You are immortal. The drug war isn’t.

"It’s not a war on drugs, it’s a war on consciousness." - Graham Hancock

Recent research has clearly demonstrated that psychedelic inebriation is associated with decreased activity in the brain. That’s right: the more vivid the imagery and insights that you access in your “trip,” the less active the brain is. This is the exact opposite of what might be expected if the brain creates consciousness, as the materialist scientists want to believe. 

Instead, it appears that the brain is to consciousness as our laptop computer is to the Internet: in either case, the death of the former does not entail the death of the latter. If our laptop dies, the Internet continues unaffected; likewise if our brain dies, the consciousness that it was channeling does not disappear.

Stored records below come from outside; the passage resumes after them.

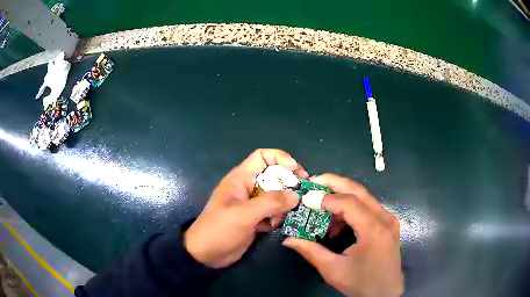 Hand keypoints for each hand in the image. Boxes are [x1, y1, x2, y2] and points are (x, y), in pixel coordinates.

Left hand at [184, 149, 307, 267]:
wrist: (206, 254)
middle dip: (289, 183)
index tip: (297, 171)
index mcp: (241, 178)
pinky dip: (278, 217)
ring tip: (287, 215)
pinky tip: (276, 226)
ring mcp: (252, 204)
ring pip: (276, 196)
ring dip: (284, 204)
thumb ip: (270, 203)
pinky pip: (273, 212)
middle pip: (274, 176)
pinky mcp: (255, 219)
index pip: (262, 157)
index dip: (281, 158)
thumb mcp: (244, 214)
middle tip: (302, 194)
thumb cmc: (220, 229)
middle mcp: (248, 188)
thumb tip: (296, 195)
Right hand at [283, 174, 403, 296]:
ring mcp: (389, 219)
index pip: (349, 203)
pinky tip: (338, 224)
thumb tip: (288, 239)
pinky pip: (368, 208)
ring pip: (364, 197)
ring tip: (322, 209)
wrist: (385, 293)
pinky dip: (351, 210)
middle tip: (314, 181)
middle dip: (335, 183)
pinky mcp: (388, 224)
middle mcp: (385, 218)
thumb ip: (311, 251)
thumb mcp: (333, 270)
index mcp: (373, 229)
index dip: (326, 197)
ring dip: (342, 198)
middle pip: (359, 191)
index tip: (307, 198)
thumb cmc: (361, 283)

This research has profound implications for human beings, especially when combined with the testimony of patients who have recovered from near-death experiences and comas,  only to relate detailed and accurate memories of the events that transpired around them during the time when they were clinically brain-dead. Such results imply that we may well be immortal, not in the form of our physical bodies (thank God), but rather as a subset of a conscious ocean of which the universe appears to exist.   

In light of these latest findings, however, the drug war looks more sinister than ever.  It’s bad enough that the drug warrior is enforcing a sort of Christian Science Sharia by barring us from using plants to improve our mental health; it’s even worse when we realize that the plants that they are thus criminalizing may be precisely those that lead us to a profounder truth about the world, plants whose reverent use brings us closer to the true nature of the universe, to a world of pure consciousness beyond the sense-limiting filters of our sober brains.  Such plants should be readily available in an enlightened world, to help us understand and make our peace with what we used to call “death,” but which we should henceforth refer to as mere “transformation.”

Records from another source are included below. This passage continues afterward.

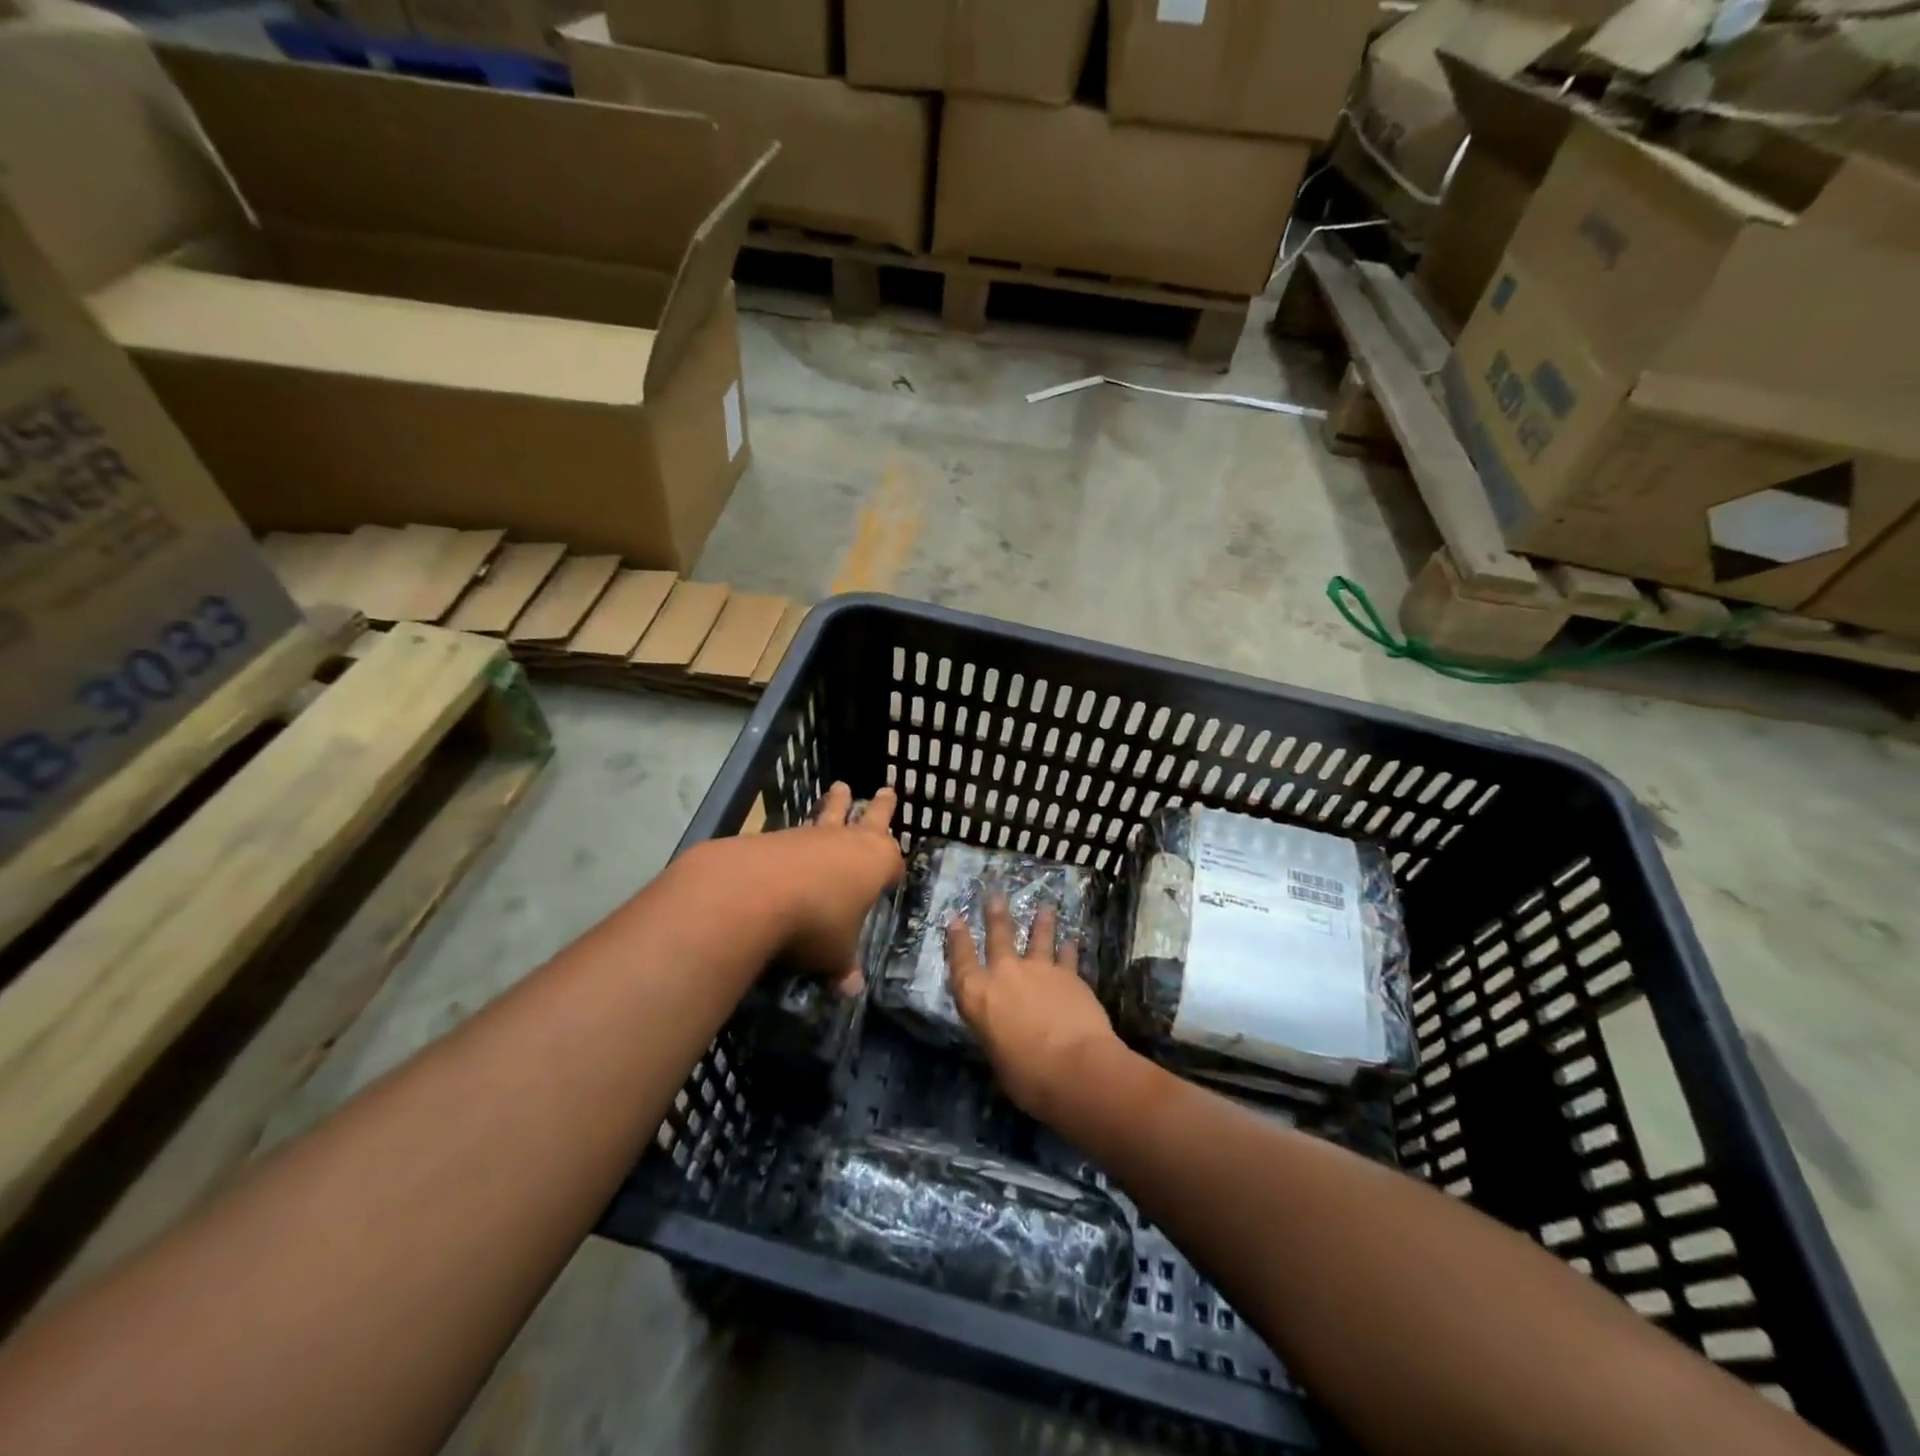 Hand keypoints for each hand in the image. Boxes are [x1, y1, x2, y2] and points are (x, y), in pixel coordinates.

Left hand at [754, 782, 901, 989]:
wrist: (755, 892)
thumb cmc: (816, 922)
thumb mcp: (835, 954)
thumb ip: (843, 966)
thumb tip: (851, 989)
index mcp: (877, 863)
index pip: (894, 862)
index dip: (894, 870)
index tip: (895, 874)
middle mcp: (850, 842)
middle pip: (871, 818)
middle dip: (880, 807)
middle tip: (886, 789)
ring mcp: (813, 835)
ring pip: (829, 816)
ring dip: (835, 805)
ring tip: (839, 789)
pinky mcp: (777, 835)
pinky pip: (795, 833)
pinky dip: (798, 837)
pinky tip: (791, 843)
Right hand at [946, 894, 1125, 1122]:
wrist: (1074, 1066)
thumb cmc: (1027, 1076)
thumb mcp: (998, 1058)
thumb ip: (999, 1037)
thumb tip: (1007, 1035)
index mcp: (977, 997)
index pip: (961, 962)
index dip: (957, 939)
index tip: (954, 918)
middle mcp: (1004, 975)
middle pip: (998, 936)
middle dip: (995, 914)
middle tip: (995, 894)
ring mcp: (1039, 970)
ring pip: (1038, 938)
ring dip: (1041, 922)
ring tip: (1045, 907)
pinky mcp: (1069, 975)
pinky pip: (1067, 956)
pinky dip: (1069, 948)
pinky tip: (1072, 939) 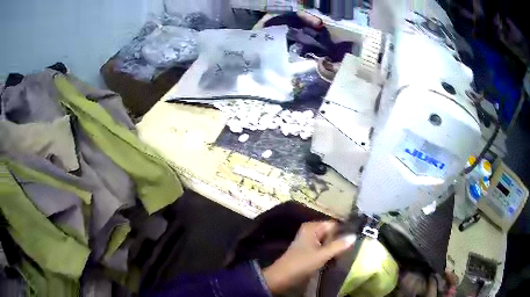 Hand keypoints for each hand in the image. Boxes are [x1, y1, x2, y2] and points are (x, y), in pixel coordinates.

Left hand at [262, 221, 355, 293]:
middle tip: (349, 249)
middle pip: (331, 232)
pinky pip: (323, 247)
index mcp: (312, 227)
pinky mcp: (308, 250)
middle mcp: (310, 230)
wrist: (283, 276)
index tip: (355, 239)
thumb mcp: (322, 254)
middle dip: (339, 240)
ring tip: (343, 255)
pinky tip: (334, 258)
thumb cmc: (302, 263)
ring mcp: (308, 240)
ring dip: (334, 247)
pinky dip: (328, 252)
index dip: (344, 231)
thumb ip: (339, 245)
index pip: (334, 224)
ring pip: (327, 241)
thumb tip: (354, 236)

But our superstitious drug laws combine with our chic materialism to discourage exploration of consciousness (which is not surprising since some leading scientists, like Daniel Dennett, claim that consciousness does not even exist).

The good news is that while consciousness may well be immortal, the drug war is not. When the drug warrior dies, he or she will have to deal with expanded consciousness like the rest of us. They won’t be able to buy button-pushing 30-second spots to explain why humans have a patriotic obligation to avoid such experiences. 

The bad news is that our governments has forbidden us to so much as peek at this reality until we shuffle off our mind-limiting mortal coil,  thereby forcibly preventing us from communing with what may well be the ultimate nature of reality – a drug-enforcement policy that is the very definition of religious oppression.